Task to complete:
Look through the records, and wherever the string "path" turns up, copy out that line.

Segment Open

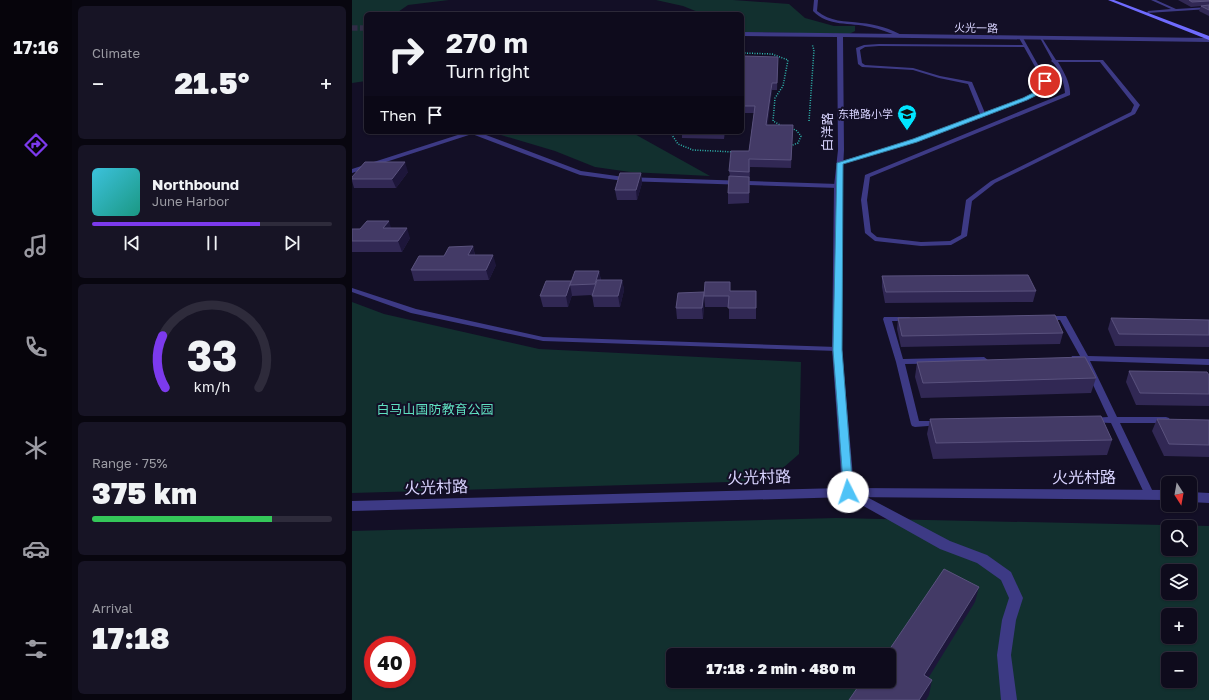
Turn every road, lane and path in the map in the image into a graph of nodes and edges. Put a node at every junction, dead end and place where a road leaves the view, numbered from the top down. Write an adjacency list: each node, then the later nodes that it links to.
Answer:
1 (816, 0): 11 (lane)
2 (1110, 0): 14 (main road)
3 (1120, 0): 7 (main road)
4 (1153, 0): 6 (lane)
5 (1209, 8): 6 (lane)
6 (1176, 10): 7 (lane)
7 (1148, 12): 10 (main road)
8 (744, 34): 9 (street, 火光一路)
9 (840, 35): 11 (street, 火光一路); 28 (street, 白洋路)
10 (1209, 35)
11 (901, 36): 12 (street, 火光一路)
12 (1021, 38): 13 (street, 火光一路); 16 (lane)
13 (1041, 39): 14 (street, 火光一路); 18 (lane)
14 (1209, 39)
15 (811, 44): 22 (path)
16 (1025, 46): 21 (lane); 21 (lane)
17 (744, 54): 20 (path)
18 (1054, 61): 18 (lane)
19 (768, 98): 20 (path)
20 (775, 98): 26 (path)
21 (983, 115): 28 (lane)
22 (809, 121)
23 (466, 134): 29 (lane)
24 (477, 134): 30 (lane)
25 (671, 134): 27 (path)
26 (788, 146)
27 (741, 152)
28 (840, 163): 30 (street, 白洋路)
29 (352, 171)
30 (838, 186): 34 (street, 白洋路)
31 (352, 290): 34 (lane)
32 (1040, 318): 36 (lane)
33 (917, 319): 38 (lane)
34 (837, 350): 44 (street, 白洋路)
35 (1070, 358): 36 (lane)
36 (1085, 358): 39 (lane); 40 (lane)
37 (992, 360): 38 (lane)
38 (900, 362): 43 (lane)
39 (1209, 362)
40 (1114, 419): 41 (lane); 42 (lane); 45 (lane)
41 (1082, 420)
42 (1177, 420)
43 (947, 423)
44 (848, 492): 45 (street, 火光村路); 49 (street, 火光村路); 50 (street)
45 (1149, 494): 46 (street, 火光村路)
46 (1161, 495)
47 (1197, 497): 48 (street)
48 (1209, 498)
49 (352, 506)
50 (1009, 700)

Segment Closed

Result of this exercise:
Turn every road, lane and path in the map in the image into a graph of nodes and edges. Put a node at every junction, dead end and place where a road leaves the view, numbered from the top down. Write an adjacency list: each node, then the later nodes that it links to.
15 (811, 44): 22 (path)
17 (744, 54): 20 (path)
19 (768, 98): 20 (path)
20 (775, 98): 26 (path)
25 (671, 134): 27 (path)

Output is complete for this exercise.